Friday, April 24, 2009
For those of you that are new to my work, you may not know that my first foray into angling art was in the sculpting realm. For about two years I focused on doing traditional 1/2 body clay sculptings...and I also did a good number of vignette pieces like the Cutthroat shown above. I still do them, but not as often as before.
My website shows a few more styles and examples, if you are interested.
Crazy People in Rubber Pants
It began as a very unexpected invite. Unexpected, but greatly appreciated. I was to join a group of highly educated professionals on a famous Pennsylvania trout stream for two days of camaraderie, wine, beef tenderloin and hopefully a trout or two. For the most part, my soon to be friends were known to me only by their expensive professional pedigrees. Don’t get me wrong...I’m not against pedigrees. I had a Brittany once that had a good one. Fine dog, indeed. But back to my story.
Upon arrival at the famous but unnamed cabin, I climbed the steps to a front porch decked out like an Orvis shop. Many company stores would have been envious of the display. The latest hi-tech rods, vests, waders, boots, fly boxes, landing nets, fly assortments, leaders, tippets, hats...you name it, they had it, and the guys standing around admiring and comparing their well designed display and personal accoutrements were talking about bugs...I think.

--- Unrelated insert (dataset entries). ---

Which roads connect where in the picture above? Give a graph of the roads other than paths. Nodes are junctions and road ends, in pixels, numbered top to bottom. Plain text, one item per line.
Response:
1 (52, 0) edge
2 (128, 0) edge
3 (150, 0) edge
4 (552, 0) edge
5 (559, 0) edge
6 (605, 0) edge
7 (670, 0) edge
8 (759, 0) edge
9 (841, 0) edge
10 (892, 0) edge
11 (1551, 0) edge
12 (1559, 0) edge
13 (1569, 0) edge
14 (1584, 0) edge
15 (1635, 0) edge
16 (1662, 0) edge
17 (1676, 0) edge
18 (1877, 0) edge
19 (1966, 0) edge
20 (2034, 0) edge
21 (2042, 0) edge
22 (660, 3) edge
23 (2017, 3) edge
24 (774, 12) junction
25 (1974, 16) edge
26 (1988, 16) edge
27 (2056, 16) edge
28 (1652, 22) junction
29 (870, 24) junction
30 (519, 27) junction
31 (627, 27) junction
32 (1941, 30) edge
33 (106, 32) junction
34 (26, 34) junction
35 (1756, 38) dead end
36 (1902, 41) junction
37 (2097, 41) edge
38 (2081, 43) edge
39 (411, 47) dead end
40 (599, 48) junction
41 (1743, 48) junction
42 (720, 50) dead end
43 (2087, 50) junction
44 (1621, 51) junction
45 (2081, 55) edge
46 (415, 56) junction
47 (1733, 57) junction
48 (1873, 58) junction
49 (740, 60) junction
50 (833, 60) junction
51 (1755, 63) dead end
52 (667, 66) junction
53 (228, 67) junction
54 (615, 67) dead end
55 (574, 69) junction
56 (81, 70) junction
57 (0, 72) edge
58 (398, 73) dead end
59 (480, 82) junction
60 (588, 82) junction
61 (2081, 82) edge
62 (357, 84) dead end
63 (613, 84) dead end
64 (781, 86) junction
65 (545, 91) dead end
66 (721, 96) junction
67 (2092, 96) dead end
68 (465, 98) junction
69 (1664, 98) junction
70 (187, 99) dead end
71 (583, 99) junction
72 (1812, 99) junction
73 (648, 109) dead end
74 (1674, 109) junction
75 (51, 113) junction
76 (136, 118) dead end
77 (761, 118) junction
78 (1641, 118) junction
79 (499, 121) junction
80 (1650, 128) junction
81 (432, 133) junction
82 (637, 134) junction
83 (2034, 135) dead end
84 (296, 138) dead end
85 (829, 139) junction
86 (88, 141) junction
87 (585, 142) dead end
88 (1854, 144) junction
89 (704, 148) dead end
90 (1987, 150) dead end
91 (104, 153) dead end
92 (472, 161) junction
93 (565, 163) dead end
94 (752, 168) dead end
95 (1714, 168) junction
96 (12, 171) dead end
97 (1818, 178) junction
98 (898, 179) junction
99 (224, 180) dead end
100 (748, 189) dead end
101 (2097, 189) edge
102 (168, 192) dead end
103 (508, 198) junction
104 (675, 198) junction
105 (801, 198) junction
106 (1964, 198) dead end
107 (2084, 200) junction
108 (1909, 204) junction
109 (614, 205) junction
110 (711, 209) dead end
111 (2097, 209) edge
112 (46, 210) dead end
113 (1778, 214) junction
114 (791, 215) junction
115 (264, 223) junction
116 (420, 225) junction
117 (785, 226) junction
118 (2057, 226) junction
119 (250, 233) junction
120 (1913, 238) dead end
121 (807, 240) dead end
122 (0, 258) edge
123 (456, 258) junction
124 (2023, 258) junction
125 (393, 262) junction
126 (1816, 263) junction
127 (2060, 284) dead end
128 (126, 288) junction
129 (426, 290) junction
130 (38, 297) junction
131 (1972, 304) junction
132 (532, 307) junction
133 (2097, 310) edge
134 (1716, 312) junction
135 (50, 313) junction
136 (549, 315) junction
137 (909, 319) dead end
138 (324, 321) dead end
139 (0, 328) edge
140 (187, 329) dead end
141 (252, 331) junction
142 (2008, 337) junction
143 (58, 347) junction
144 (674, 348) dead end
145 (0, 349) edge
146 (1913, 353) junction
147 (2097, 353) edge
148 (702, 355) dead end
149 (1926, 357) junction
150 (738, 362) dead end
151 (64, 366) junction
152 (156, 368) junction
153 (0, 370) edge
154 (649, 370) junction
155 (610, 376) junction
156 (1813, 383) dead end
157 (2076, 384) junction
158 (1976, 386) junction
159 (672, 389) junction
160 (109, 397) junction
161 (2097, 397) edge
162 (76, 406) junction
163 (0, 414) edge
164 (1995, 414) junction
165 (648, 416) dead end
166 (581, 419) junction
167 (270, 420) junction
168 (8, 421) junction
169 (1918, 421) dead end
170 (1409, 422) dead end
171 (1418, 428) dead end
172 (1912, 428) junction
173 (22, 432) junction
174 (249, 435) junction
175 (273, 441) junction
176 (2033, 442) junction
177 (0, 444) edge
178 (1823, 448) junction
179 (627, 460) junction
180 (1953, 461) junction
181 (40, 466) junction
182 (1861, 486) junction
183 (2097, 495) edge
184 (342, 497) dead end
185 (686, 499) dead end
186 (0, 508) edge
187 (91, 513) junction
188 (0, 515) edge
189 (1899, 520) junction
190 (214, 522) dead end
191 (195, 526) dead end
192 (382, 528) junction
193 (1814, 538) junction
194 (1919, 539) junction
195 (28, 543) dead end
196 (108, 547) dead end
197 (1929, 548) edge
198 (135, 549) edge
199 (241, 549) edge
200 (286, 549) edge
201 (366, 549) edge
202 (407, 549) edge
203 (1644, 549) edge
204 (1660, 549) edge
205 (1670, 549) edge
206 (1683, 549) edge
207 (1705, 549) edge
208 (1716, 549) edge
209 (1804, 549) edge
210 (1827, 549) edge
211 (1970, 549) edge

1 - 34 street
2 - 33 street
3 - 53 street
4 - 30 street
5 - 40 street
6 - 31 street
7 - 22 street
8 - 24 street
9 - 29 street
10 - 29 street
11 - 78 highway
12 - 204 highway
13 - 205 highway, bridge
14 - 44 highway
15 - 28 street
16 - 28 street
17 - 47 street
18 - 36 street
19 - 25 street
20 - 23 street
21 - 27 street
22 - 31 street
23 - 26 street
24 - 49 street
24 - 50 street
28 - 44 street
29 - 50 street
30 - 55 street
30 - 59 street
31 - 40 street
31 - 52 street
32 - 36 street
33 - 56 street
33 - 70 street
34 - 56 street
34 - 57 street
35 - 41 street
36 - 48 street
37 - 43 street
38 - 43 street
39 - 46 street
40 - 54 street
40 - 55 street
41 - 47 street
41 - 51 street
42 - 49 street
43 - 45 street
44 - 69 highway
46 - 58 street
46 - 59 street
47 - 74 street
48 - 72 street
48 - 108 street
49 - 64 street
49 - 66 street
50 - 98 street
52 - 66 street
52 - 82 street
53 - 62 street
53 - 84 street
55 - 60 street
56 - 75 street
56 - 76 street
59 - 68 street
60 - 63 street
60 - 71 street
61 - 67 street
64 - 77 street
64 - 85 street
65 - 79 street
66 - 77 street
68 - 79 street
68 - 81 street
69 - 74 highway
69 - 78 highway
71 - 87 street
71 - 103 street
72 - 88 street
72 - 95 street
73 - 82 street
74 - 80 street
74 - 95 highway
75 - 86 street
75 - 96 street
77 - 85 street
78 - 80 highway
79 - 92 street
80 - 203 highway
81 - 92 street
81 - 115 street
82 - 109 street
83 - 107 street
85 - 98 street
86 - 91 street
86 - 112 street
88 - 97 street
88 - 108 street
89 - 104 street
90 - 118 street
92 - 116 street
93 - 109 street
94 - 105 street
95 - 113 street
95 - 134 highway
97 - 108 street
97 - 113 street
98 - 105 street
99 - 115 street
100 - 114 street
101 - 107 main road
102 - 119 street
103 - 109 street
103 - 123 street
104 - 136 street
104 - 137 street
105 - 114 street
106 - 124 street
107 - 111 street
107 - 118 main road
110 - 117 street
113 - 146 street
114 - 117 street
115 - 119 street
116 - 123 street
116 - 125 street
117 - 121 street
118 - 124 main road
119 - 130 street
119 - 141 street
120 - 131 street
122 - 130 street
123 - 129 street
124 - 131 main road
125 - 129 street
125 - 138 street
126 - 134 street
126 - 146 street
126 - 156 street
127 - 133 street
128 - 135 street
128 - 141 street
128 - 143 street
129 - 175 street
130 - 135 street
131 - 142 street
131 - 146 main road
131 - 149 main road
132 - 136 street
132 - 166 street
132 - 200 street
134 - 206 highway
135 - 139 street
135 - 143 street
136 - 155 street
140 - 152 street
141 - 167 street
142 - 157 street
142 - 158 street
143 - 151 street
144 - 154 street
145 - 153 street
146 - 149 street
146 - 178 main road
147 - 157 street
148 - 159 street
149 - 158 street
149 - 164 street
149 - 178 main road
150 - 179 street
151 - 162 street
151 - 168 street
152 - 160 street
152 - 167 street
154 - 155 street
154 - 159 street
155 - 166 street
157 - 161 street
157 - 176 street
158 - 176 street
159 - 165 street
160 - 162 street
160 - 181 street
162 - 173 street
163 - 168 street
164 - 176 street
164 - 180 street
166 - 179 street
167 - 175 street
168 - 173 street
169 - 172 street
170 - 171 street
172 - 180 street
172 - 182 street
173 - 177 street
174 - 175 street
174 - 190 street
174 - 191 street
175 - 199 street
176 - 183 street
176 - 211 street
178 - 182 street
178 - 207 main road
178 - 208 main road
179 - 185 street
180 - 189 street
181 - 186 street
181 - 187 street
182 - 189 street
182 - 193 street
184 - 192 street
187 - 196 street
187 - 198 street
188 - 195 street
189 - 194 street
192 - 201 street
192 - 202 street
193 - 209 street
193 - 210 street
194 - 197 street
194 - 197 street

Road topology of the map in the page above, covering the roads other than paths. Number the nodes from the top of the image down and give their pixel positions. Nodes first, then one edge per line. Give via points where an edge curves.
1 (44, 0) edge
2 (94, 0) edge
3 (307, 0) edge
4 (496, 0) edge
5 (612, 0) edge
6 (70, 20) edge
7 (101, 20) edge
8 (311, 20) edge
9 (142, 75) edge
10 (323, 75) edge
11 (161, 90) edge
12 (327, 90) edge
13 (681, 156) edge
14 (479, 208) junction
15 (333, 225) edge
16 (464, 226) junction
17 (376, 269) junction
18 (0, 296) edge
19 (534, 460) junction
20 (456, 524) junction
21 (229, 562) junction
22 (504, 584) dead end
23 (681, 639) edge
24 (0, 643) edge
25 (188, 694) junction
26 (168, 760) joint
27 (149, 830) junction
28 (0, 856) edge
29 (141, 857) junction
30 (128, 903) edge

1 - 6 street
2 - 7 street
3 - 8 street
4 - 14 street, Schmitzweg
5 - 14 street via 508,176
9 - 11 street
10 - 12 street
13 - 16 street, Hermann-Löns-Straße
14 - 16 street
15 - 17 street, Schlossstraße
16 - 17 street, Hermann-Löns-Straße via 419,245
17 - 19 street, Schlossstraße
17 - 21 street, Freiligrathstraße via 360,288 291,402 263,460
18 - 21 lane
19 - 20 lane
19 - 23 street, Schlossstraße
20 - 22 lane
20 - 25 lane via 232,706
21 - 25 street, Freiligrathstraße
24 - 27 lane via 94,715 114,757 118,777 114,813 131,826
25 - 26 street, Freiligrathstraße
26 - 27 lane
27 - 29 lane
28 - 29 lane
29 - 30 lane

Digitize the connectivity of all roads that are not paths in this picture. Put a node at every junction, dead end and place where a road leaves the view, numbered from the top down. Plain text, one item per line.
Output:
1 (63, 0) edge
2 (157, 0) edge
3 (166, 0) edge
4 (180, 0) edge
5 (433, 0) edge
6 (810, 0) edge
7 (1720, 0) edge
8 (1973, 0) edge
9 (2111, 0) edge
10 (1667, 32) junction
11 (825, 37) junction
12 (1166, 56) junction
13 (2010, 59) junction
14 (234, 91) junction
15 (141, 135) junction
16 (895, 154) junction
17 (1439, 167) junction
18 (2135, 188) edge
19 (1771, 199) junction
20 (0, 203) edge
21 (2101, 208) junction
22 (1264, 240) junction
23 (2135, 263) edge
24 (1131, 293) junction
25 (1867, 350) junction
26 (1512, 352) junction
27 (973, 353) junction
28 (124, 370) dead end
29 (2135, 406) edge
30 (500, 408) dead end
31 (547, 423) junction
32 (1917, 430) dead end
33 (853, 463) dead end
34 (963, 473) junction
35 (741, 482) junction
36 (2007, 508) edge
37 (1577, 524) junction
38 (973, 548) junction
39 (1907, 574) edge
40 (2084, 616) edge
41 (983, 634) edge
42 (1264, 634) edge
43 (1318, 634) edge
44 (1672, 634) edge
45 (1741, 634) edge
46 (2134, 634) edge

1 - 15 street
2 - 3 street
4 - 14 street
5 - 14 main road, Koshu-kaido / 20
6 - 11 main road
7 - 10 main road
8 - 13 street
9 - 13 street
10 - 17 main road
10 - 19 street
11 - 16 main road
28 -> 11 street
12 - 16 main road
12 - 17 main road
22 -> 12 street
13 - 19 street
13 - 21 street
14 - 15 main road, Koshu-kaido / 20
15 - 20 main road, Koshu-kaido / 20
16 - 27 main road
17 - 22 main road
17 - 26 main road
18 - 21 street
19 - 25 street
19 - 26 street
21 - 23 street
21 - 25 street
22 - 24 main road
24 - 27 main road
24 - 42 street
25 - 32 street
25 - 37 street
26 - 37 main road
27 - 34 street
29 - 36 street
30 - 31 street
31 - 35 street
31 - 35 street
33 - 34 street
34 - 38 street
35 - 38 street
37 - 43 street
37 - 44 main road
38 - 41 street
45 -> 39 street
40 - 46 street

I hadn’t heard Latin to that extent since I mistakenly entered the wrong, very wrong, classroom back in my high school days. I’m certain that they were talking about the bugs in the famous unnamed stream, because I’d occasionally hear the word “trout” or “fish” interspersed in their conversations. I should add that this famous unnamed stream was not an inexpensive place to go. It was private water of the highest quality, so I was certain that it must contain some very special bugs, and my comrades were obviously fascinated with them.
It started raining that afternoon. Rained all night...not hard really, but enough rain to give the stream some color. This didn’t go over well with my new pals, but it excited me. For you see, I have never been into matching the hatch. I’m into throwing big ugly things at big pretty things, and the water that was suddenly not gin clear, suited me to a T.
The next day, as they trudged along the stream lamenting the lack of bugs, I was in a literal hog heaven. It was a day that I’ll remember for a long, long time...but it was going to get better towards sundown.
Around 6PM the sun broke out just as I was fishing my way back to the cabin. I could see my forlorn friends standing on the porch, sipping their Chablis when what looked like a fog rose from the water. I heard the hollering and saw each of them frantically rummaging through their vests looking for what turned out to be....would you believe, butterfly nets!
What followed was a site to behold. Five grown men, decked out in their rubber pants (as my wife calls them) giggling and shouting like school-girls as they scampered across the yard to the stream swatting the air with delight as they captured, compared and commented on their marvelous bugs.
I must say that the mood of that bunch improved considerably, as they spent the remaining few hours of sunlight catching up to my total for the day. I was worn out by then anyway, allowing me to sit comfortably on a handy park bench and witness the spectacle. Crazy people in rubber pants. Yes we are.